→ **WHAT YOU SHOULD DO**:
Please look for the string "them" below and report every line in which it occurs.

EXERCISE INPUT: Begin

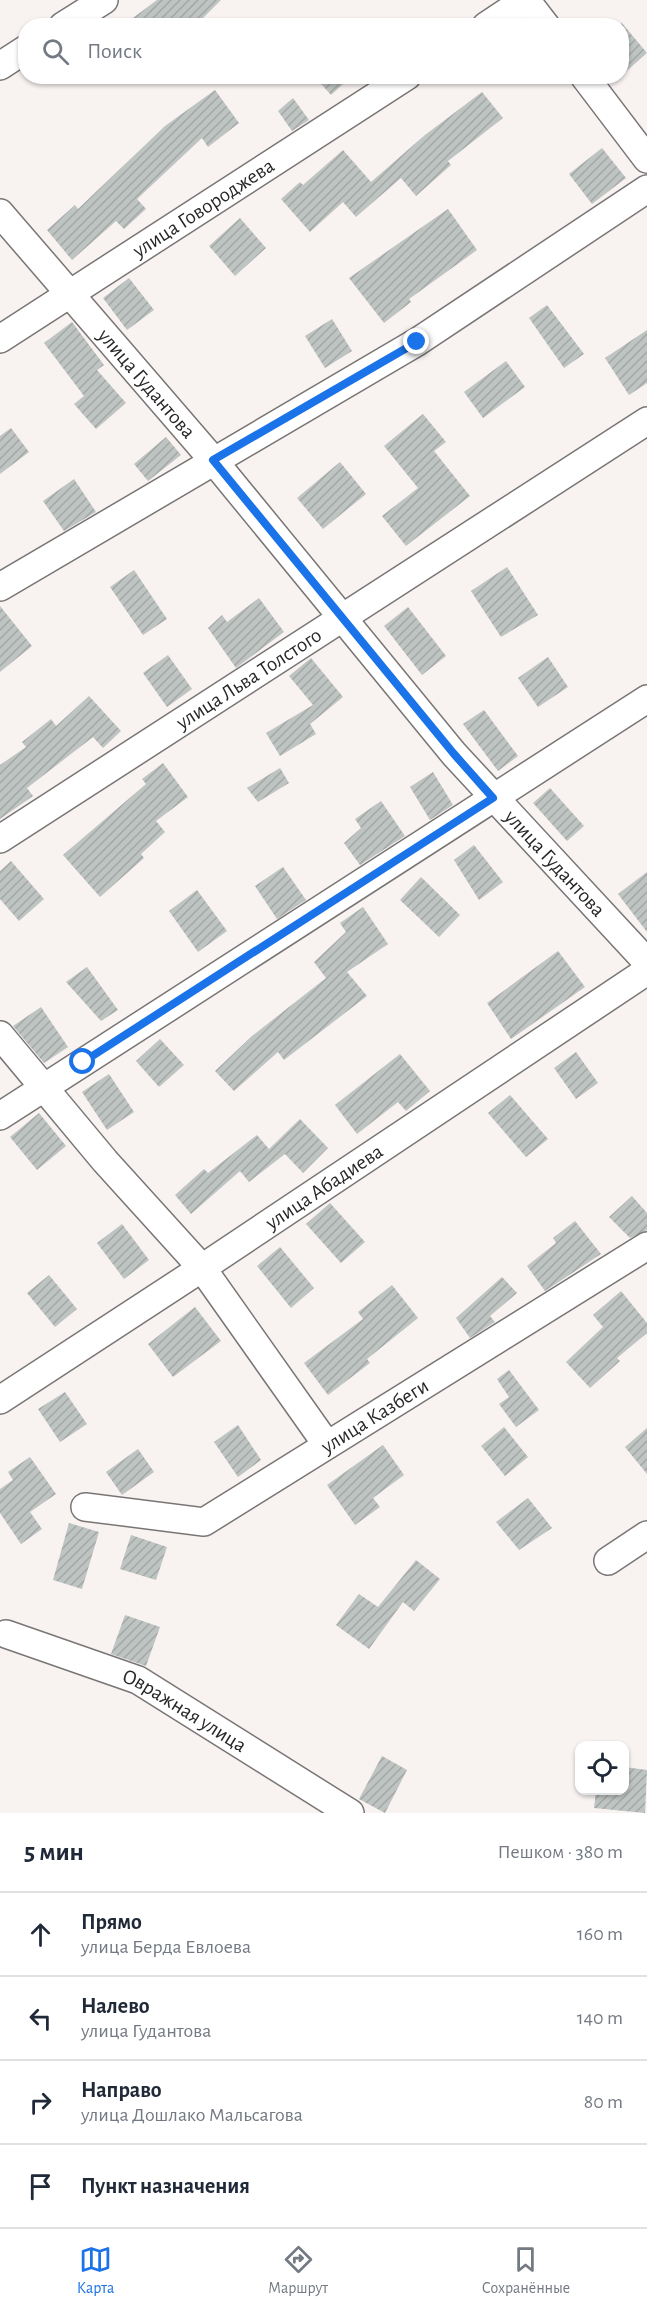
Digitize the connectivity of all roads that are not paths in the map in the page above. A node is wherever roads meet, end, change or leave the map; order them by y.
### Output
1 (104, 0) edge
2 (526, 0) edge
3 (76, 18) edge
4 (498, 18) edge
5 (540, 18) edge
6 (18, 55) edge
7 (0, 66) edge
8 (395, 84) edge
9 (590, 84) edge
10 (647, 159) edge
11 (647, 189) edge
12 (0, 213) edge
13 (70, 295) junction
14 (0, 339) edge
15 (647, 421) edge
16 (213, 460) junction
17 (0, 587) edge
18 (340, 617) junction
19 (647, 699) edge
20 (493, 798) junction
21 (0, 839) edge
22 (647, 962) edge
23 (647, 971) edge
24 (0, 1035) edge
25 (44, 1088) junction
26 (0, 1116) edge
27 (647, 1246) edge
28 (202, 1268) junction
29 (0, 1400) edge
30 (327, 1445) junction
31 (85, 1506) dead end
32 (647, 1535) edge
33 (608, 1561) dead end
34 (6, 1634) dead end
35 (350, 1813) edge

1 - 3 street
2 - 4 street
2 - 5 street
6 - 7 street
8 - 13 street, улица Говороджева
9 - 10 street
11 - 16 street
12 - 13 street, улица Гудантова
13 - 14 street, улица Говороджева
13 - 16 street, улица Гудантова
15 - 18 street, улица Льва Толстого
16 - 17 street
16 - 18 street, улица Гудантова
18 - 20 street, улица Гудантова
18 - 21 street, улица Льва Толстого
19 - 20 street
20 - 22 street, улица Гудантова
20 - 25 street
23 - 28 street, улица Абадиева
24 - 25 street
25 - 26 street
25 - 28 street
27 - 30 street, улица Казбеги
28 - 29 street, улица Абадиева
28 - 30 street
30 - 31 street, улица Казбеги
32 - 33 street
34 - 35 street, Овражная улица

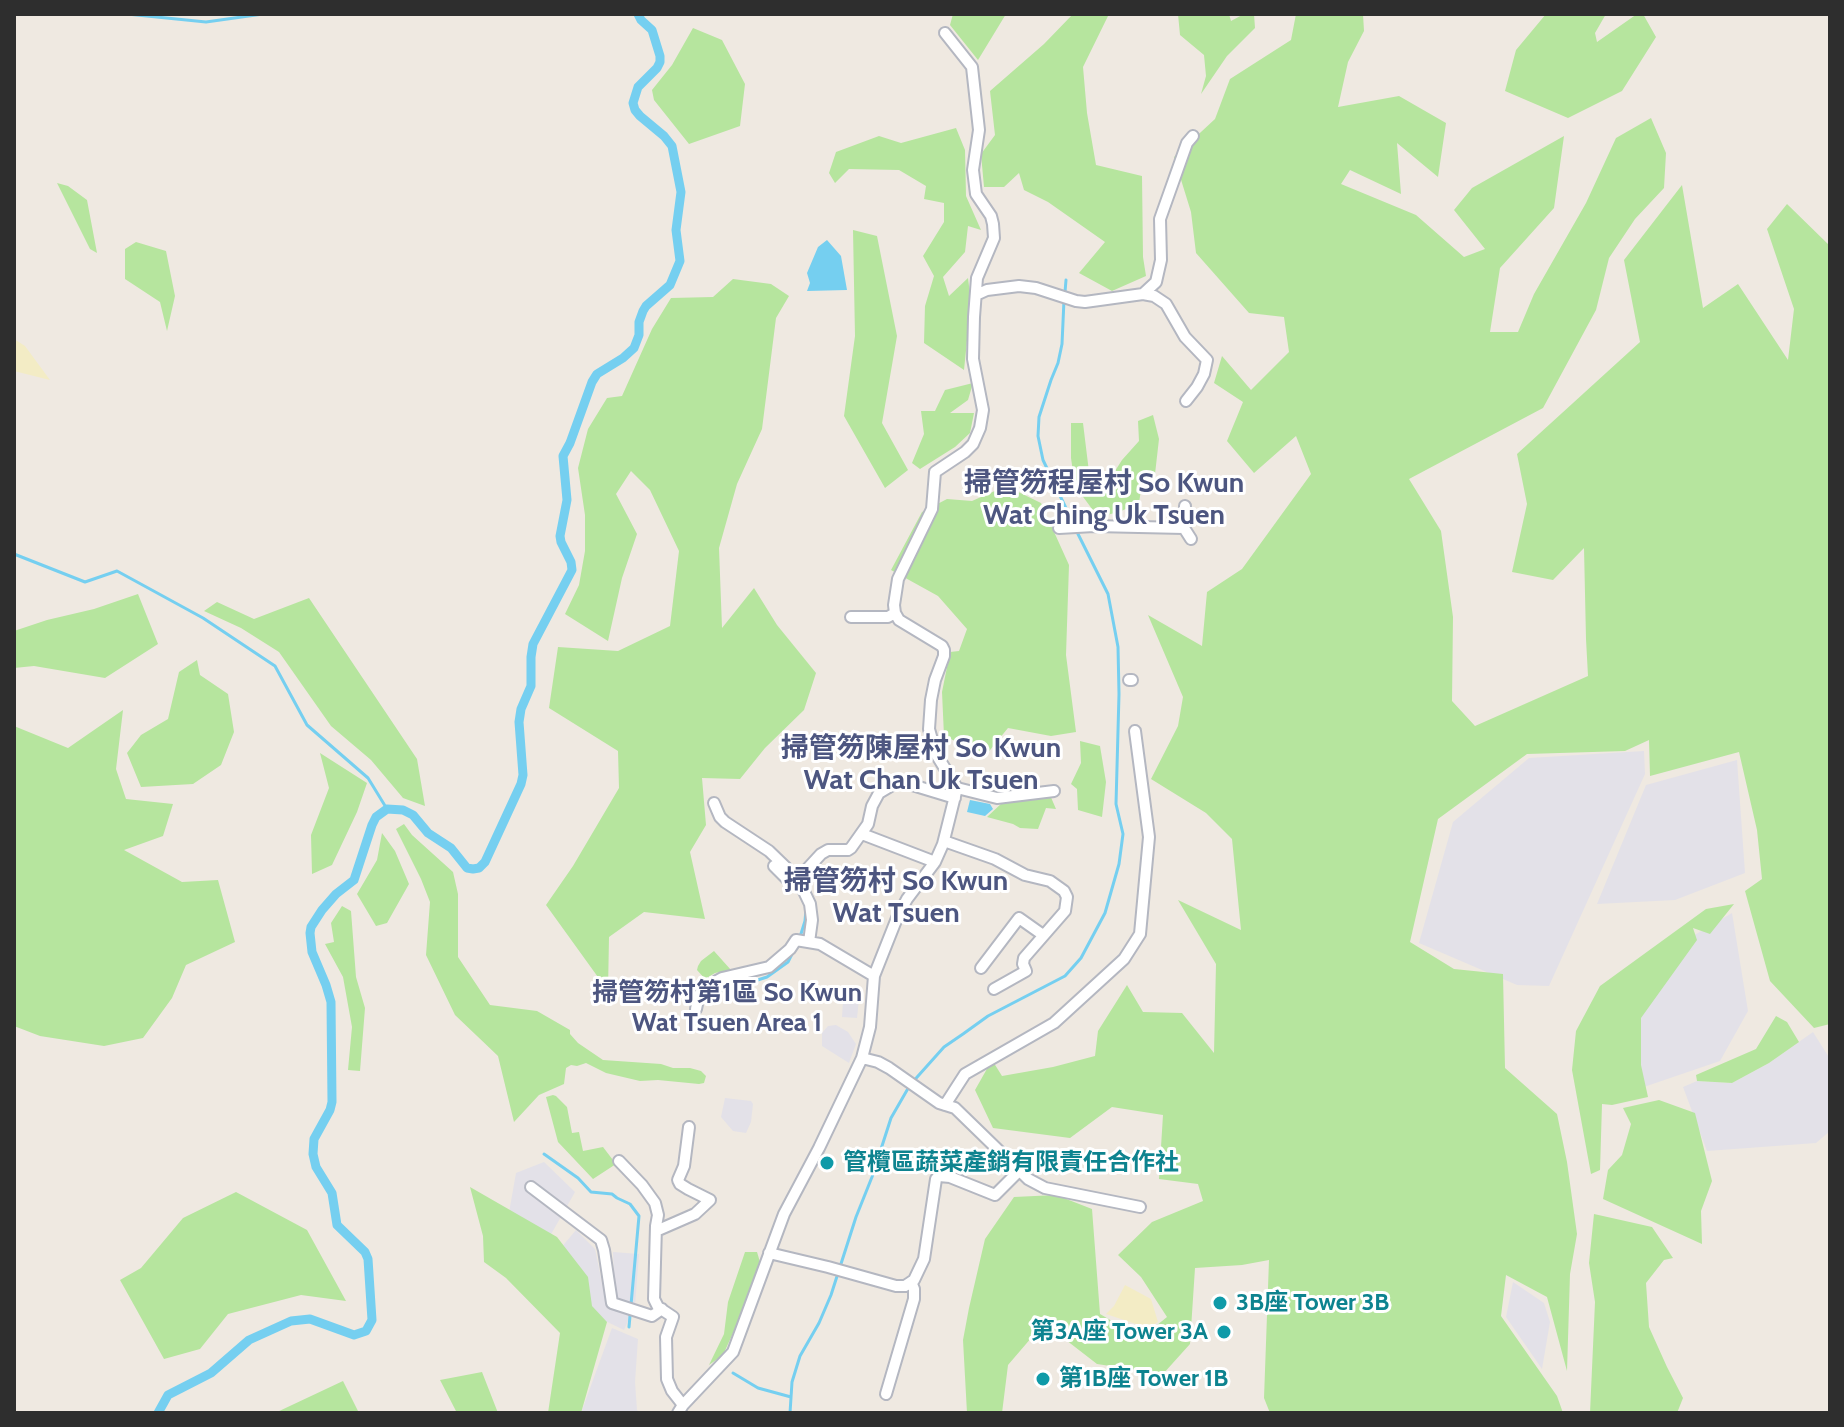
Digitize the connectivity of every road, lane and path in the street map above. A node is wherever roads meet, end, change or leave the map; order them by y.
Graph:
1 (945, 33) dead end
2 (1193, 136) dead end
3 (1143, 294) junction
4 (976, 295) junction
5 (1186, 401) dead end
6 (1185, 506) dead end
7 (1062, 528) dead end
8 (1184, 528) junction
9 (1191, 539) dead end
10 (895, 613) junction
11 (851, 617) dead end
12 (1135, 731) dead end
13 (1054, 791) dead end
14 (956, 793) junction
15 (714, 803) dead end
16 (862, 834) junction
17 (944, 841) junction
18 (935, 862) junction
19 (774, 866) dead end
20 (794, 880) junction
21 (1043, 935) junction
22 (802, 941) junction
23 (981, 968) dead end
24 (874, 976) junction
25 (994, 989) dead end
26 (696, 1009) dead end
27 (862, 1058) junction
28 (945, 1105) junction
29 (689, 1127) dead end
30 (619, 1161) dead end
31 (1020, 1170) junction
32 (531, 1187) dead end
33 (1140, 1207) dead end
34 (656, 1231) junction
35 (769, 1253) junction
36 (911, 1282) junction
37 (662, 1309) junction
38 (886, 1394) dead end
39 (680, 1409) edge

1 - 4 street
2 - 3 street
3 - 4 street
3 - 5 street
4 - 10 street
6 - 8 street
7 - 8 street
8 - 9 street
10 - 11 street
10 - 14 street
12 - 28 street
13 - 14 street
14 - 16 street
14 - 17 street
15 - 20 street
16 - 18 street
16 - 20 street
17 - 18 street
17 - 21 street
18 - 24 street
19 - 20 street
20 - 22 street
21 - 23 street
21 - 25 street
22 - 24 street
22 - 26 street
24 - 27 street
27 - 28 street
27 - 35 street
28 - 31 street
29 - 34 street
30 - 34 street
31 - 33 street
31 - 36 street
32 - 37 street
34 - 37 street
35 - 36 street
35 - 39 street
36 - 38 street
37 - 39 street

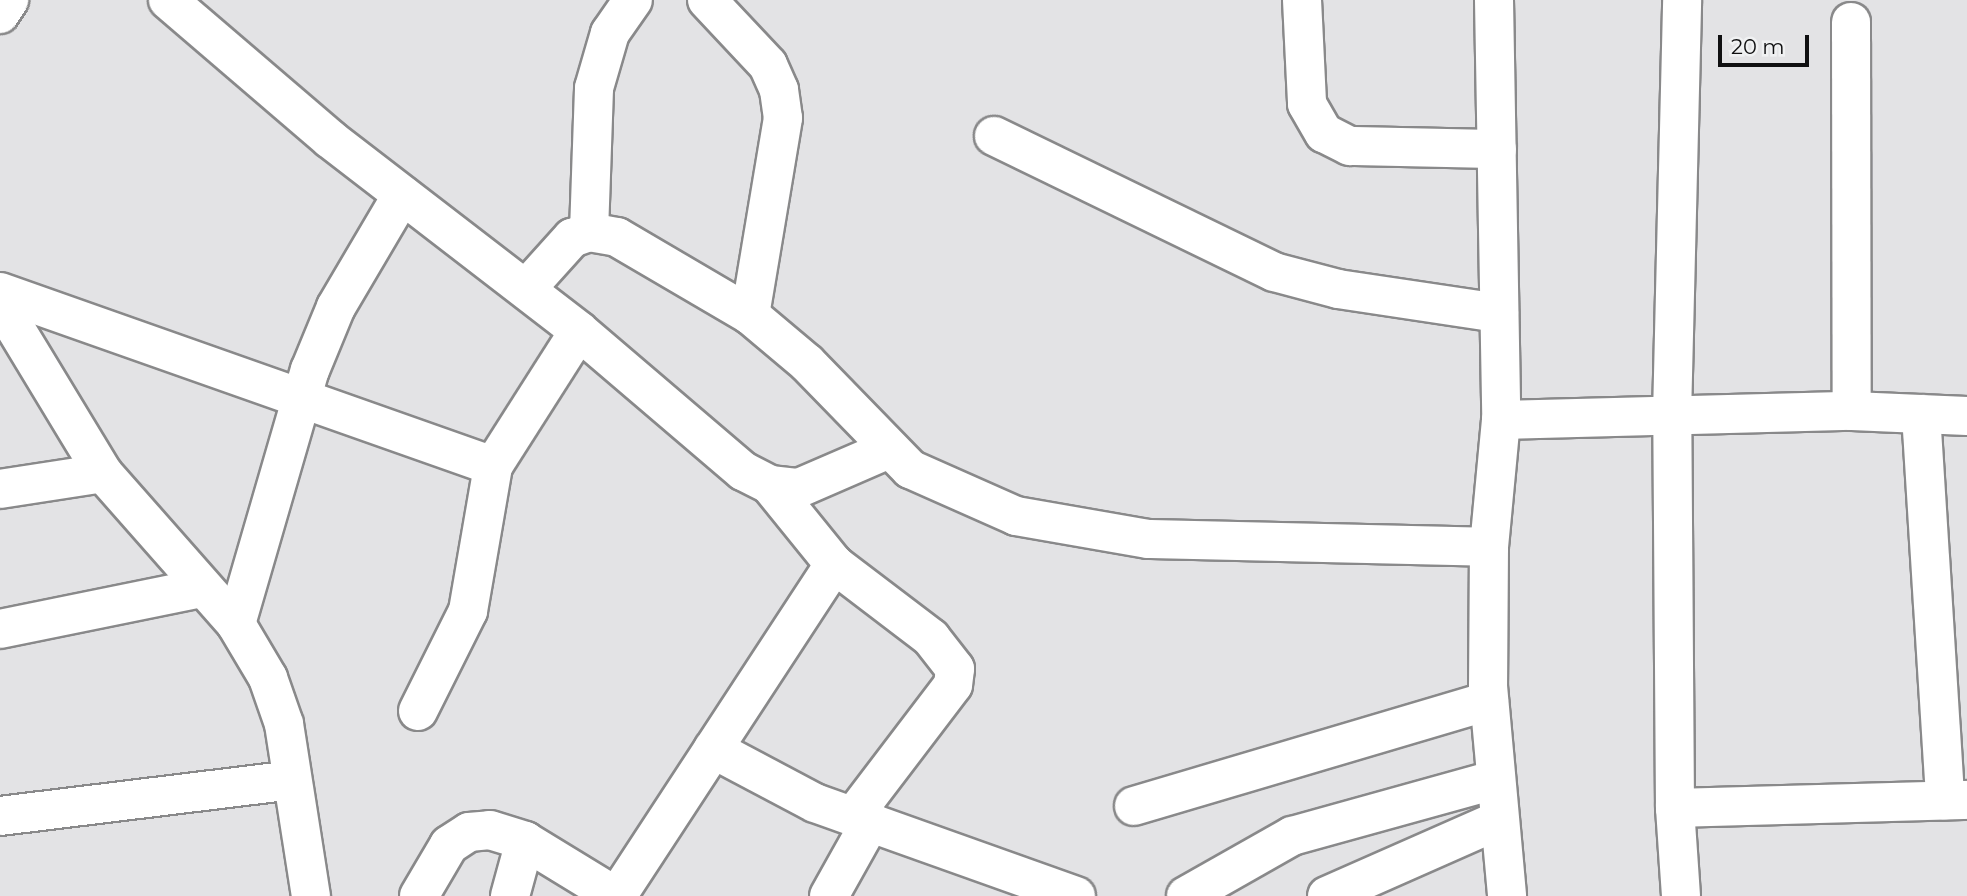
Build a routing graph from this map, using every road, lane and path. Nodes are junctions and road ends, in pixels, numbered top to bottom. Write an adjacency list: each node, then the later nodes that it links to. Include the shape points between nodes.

EXERCISE INPUT: End

→ **ANSWER**:
Digitize the connectivity of all roads that are not paths in the map in the page above. A node is wherever roads meet, end, change or leave the map; order them by y.
Digitize the connectivity of every road, lane and path in the street map above. A node is wherever roads meet, end, change or leave the map; order them by y.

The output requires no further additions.